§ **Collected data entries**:
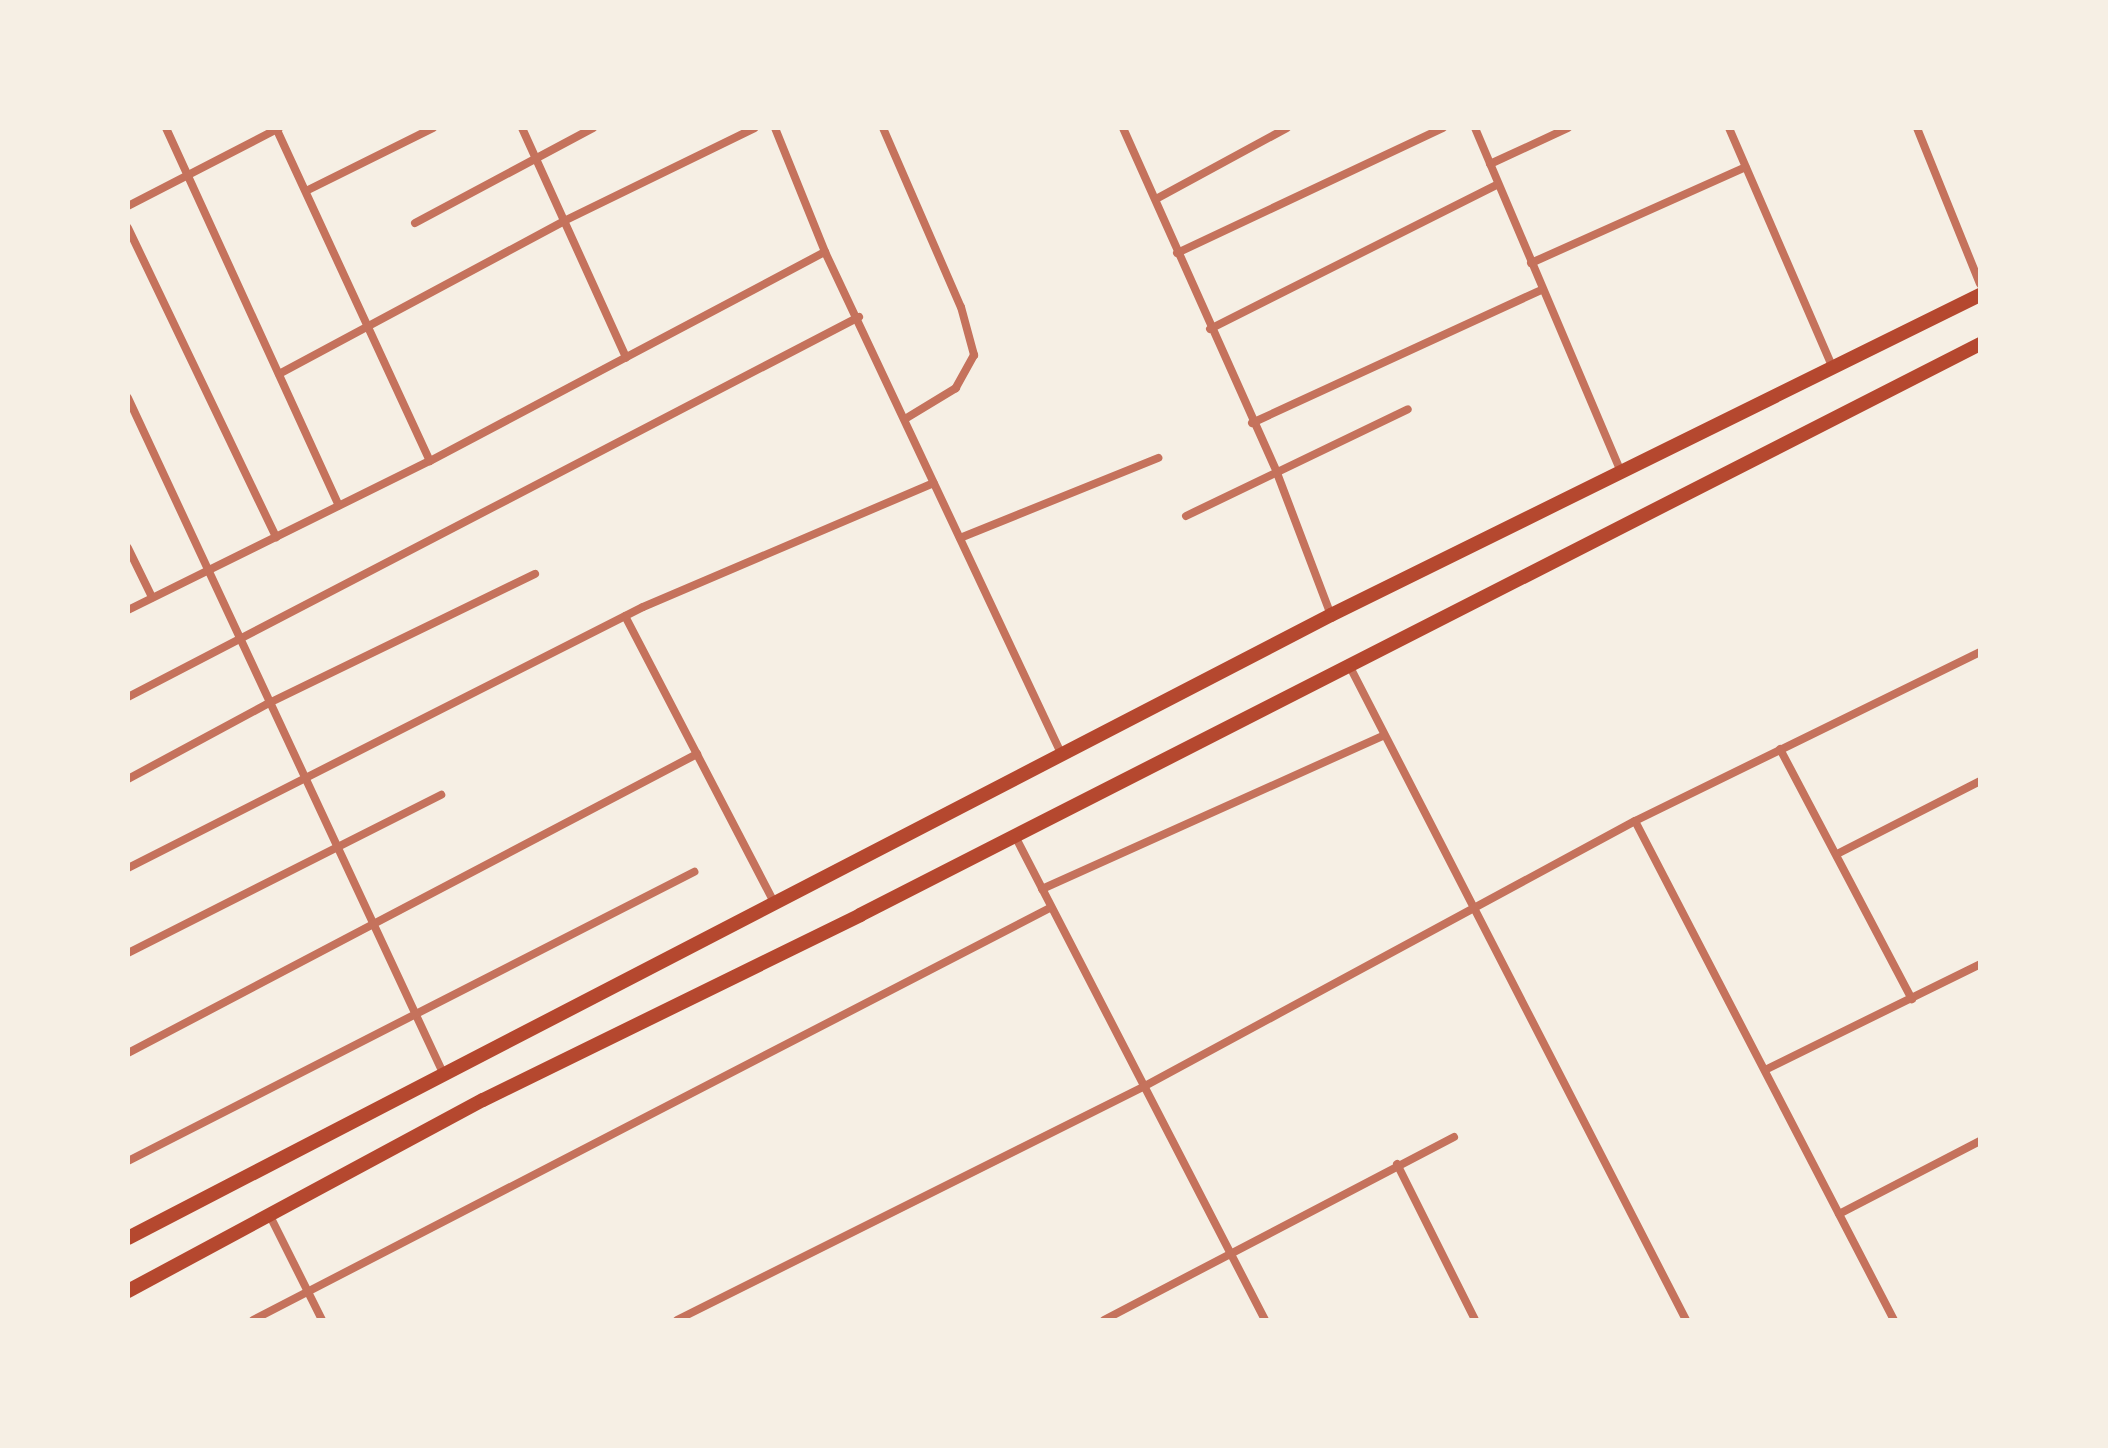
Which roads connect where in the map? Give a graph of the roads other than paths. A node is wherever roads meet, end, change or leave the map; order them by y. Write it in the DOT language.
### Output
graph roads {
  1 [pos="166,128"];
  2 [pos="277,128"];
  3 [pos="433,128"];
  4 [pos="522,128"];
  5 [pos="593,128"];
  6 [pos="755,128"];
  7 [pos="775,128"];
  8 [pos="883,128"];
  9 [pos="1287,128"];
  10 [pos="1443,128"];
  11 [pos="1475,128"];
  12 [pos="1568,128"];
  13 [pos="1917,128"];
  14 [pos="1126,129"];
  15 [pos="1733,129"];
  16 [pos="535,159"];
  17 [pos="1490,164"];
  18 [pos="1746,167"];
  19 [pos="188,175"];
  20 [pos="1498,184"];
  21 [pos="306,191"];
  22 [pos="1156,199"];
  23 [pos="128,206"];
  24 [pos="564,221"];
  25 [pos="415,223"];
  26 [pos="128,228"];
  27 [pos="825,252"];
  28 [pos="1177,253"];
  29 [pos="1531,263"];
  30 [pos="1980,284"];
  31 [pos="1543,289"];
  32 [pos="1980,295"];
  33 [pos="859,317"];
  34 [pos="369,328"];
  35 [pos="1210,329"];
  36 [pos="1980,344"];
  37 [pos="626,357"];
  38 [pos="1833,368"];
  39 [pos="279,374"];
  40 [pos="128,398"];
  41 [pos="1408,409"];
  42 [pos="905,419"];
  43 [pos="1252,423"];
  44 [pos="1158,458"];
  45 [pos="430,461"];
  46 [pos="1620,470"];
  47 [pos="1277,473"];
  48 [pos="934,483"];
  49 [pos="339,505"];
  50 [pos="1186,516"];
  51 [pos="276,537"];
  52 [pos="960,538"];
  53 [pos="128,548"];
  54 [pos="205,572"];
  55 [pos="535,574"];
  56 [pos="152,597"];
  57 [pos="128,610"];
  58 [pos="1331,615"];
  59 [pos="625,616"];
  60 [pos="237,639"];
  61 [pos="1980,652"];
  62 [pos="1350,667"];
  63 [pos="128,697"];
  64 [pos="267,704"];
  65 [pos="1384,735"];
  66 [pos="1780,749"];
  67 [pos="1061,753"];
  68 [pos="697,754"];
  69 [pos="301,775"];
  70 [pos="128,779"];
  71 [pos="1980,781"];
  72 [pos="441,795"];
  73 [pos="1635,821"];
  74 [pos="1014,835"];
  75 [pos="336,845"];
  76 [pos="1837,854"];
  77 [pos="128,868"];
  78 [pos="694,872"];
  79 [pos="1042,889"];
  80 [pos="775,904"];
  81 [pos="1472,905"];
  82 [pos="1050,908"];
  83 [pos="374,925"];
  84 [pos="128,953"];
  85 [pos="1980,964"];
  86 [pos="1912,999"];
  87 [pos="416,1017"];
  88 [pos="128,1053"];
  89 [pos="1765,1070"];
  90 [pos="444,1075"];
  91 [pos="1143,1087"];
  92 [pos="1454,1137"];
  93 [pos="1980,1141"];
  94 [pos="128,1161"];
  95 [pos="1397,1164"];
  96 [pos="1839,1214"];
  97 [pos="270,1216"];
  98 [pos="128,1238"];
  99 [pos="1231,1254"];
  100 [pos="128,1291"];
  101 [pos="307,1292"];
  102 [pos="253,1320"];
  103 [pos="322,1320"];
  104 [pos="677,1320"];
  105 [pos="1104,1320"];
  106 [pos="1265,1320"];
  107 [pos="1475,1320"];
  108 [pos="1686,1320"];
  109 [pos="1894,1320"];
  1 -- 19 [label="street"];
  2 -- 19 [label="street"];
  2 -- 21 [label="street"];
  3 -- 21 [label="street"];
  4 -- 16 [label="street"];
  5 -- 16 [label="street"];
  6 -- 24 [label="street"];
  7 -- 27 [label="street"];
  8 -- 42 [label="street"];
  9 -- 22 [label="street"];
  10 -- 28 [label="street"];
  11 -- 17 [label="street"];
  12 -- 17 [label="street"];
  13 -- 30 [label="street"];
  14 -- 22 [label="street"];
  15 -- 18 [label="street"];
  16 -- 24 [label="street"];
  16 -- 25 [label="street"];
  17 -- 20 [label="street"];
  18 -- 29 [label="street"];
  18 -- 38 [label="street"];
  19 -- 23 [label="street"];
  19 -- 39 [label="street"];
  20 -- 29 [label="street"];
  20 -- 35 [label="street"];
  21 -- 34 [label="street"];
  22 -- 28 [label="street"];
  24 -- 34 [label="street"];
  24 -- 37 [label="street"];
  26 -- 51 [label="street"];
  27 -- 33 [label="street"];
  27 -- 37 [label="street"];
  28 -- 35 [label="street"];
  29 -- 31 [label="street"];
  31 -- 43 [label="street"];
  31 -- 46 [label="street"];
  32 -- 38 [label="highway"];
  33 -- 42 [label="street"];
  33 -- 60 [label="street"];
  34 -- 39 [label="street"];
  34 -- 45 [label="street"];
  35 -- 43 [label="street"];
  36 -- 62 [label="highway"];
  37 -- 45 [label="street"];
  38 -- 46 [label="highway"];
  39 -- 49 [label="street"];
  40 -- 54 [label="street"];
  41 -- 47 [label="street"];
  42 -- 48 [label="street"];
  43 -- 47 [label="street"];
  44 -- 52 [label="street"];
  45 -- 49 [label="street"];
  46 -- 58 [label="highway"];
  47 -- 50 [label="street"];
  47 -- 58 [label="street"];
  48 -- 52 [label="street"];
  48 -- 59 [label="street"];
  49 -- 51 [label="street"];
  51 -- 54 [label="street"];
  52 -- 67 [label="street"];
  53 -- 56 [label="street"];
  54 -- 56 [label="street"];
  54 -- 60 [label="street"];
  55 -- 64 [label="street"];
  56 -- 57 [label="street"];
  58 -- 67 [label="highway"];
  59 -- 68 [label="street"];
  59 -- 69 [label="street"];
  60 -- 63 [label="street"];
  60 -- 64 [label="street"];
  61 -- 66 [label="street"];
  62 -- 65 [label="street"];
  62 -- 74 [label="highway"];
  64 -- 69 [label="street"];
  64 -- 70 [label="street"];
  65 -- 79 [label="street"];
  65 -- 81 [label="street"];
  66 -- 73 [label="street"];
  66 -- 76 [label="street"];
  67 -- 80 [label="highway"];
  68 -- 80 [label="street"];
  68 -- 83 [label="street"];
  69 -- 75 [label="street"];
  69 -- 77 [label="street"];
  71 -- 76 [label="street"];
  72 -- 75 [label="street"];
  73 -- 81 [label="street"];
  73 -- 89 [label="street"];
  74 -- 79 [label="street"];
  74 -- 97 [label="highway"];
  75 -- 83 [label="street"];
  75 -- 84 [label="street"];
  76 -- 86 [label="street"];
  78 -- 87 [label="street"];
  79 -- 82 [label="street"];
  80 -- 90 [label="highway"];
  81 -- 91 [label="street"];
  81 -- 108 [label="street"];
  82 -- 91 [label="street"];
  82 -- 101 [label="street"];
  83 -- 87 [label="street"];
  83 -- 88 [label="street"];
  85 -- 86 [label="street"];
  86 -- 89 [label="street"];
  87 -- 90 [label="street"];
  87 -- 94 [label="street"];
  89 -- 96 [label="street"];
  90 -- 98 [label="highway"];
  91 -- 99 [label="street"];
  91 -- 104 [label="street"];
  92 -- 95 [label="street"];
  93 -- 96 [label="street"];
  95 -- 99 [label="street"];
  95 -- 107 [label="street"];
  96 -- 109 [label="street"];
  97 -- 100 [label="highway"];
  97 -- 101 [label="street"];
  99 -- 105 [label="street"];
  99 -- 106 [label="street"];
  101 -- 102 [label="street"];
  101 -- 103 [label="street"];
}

§ **WHAT TO PRODUCE**:
The answer must consist of every line from the entries that holds the string "graph".

§ **TASK SOLUTION**:
Which roads connect where in the map? Give a graph of the roads other than paths. A node is wherever roads meet, end, change or leave the map; order them by y. Write it in the DOT language.
graph roads {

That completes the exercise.